▶ _MATERIALS PROVIDED_
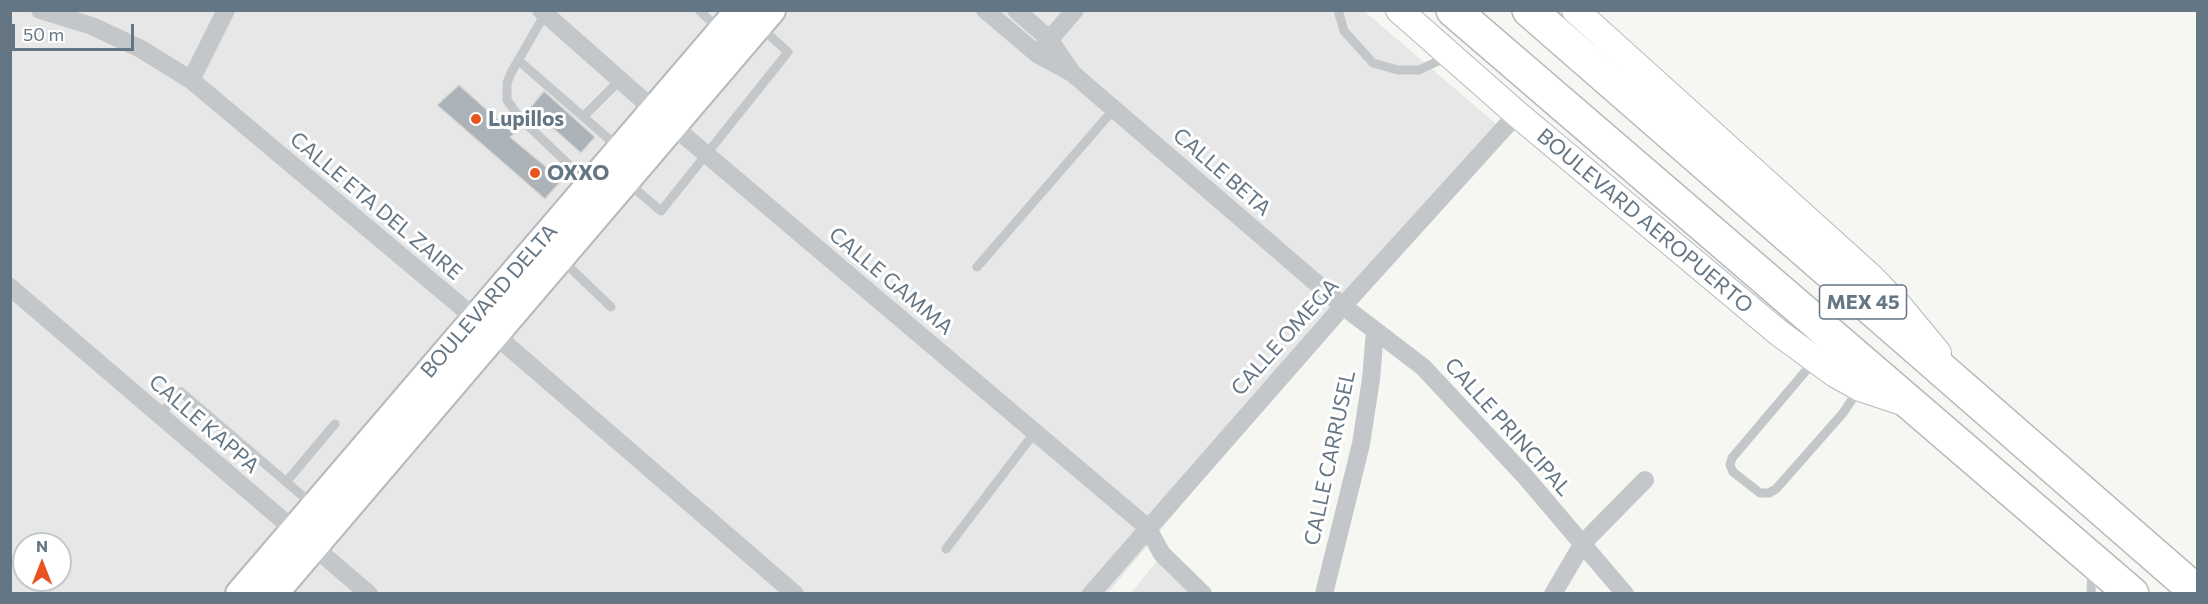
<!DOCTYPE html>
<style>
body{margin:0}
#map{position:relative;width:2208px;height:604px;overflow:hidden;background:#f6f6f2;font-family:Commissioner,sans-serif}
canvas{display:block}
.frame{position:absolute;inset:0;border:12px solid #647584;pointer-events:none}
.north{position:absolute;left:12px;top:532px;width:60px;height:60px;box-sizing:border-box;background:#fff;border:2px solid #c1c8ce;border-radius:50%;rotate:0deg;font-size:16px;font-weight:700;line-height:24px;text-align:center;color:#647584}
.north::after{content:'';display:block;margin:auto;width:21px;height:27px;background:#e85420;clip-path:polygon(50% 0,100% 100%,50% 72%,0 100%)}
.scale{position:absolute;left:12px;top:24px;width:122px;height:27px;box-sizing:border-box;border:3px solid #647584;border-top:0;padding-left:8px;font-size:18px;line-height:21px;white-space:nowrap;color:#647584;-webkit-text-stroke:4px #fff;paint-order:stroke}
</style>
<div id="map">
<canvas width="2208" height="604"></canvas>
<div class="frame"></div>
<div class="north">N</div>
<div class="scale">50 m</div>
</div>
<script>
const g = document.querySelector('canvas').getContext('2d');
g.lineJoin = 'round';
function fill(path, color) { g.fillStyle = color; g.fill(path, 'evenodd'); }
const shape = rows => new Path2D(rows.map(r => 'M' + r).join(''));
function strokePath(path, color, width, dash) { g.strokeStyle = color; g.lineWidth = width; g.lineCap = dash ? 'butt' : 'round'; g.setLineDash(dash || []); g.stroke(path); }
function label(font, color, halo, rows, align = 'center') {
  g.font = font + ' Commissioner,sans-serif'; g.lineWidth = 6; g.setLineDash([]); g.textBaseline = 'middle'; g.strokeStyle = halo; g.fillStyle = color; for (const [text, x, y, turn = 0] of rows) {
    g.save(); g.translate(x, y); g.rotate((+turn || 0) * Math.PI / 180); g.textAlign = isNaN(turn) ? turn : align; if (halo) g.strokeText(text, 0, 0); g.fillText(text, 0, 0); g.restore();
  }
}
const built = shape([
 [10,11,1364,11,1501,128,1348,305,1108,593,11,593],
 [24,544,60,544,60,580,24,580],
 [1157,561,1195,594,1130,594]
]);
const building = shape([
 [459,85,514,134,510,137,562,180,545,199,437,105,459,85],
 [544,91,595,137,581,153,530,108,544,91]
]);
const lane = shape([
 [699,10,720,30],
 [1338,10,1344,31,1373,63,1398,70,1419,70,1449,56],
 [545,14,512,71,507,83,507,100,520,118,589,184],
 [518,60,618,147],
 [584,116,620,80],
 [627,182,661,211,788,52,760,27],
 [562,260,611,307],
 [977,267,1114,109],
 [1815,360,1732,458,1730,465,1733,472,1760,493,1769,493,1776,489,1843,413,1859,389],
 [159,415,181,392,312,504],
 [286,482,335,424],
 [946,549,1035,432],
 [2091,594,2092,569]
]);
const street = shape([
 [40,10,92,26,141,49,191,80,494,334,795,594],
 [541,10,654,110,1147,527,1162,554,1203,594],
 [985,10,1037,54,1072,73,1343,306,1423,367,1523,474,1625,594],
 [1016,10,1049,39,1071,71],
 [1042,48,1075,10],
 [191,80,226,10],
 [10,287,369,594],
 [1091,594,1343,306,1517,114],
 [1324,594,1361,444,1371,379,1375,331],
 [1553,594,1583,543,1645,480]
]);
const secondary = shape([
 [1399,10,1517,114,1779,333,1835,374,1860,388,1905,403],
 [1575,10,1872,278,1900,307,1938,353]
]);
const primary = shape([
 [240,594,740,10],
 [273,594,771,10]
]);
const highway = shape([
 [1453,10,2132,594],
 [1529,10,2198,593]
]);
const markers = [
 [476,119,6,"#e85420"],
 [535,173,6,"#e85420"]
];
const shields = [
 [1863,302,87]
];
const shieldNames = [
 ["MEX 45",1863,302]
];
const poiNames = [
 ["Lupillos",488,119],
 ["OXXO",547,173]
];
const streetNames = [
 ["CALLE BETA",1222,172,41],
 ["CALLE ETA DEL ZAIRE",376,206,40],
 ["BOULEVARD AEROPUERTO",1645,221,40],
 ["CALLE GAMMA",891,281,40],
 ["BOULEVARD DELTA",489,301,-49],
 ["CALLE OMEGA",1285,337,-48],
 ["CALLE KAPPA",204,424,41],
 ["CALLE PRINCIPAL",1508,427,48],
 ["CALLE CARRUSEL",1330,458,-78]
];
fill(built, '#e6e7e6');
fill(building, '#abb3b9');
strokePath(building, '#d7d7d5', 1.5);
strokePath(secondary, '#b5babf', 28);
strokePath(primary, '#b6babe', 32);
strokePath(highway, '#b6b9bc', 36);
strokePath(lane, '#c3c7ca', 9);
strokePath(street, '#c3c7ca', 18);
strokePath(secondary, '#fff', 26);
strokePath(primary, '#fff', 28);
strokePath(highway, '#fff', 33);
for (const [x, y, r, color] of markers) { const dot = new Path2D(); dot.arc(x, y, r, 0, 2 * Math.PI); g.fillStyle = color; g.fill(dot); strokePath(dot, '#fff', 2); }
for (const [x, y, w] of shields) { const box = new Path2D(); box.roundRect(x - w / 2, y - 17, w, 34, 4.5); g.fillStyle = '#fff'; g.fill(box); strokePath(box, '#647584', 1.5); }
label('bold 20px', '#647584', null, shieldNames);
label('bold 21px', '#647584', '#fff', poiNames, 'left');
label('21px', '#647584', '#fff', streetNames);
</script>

▶ _ASSIGNMENT_
Each line above with the word "rows" needs to be copied.

▶ _WRITTEN REPLY_
const shape = rows => new Path2D(rows.map(r => 'M' + r).join(''));
function label(font, color, halo, rows, align = 'center') {
  g.font = font + ' Commissioner,sans-serif'; g.lineWidth = 6; g.setLineDash([]); g.textBaseline = 'middle'; g.strokeStyle = halo; g.fillStyle = color; for (const [text, x, y, turn = 0] of rows) {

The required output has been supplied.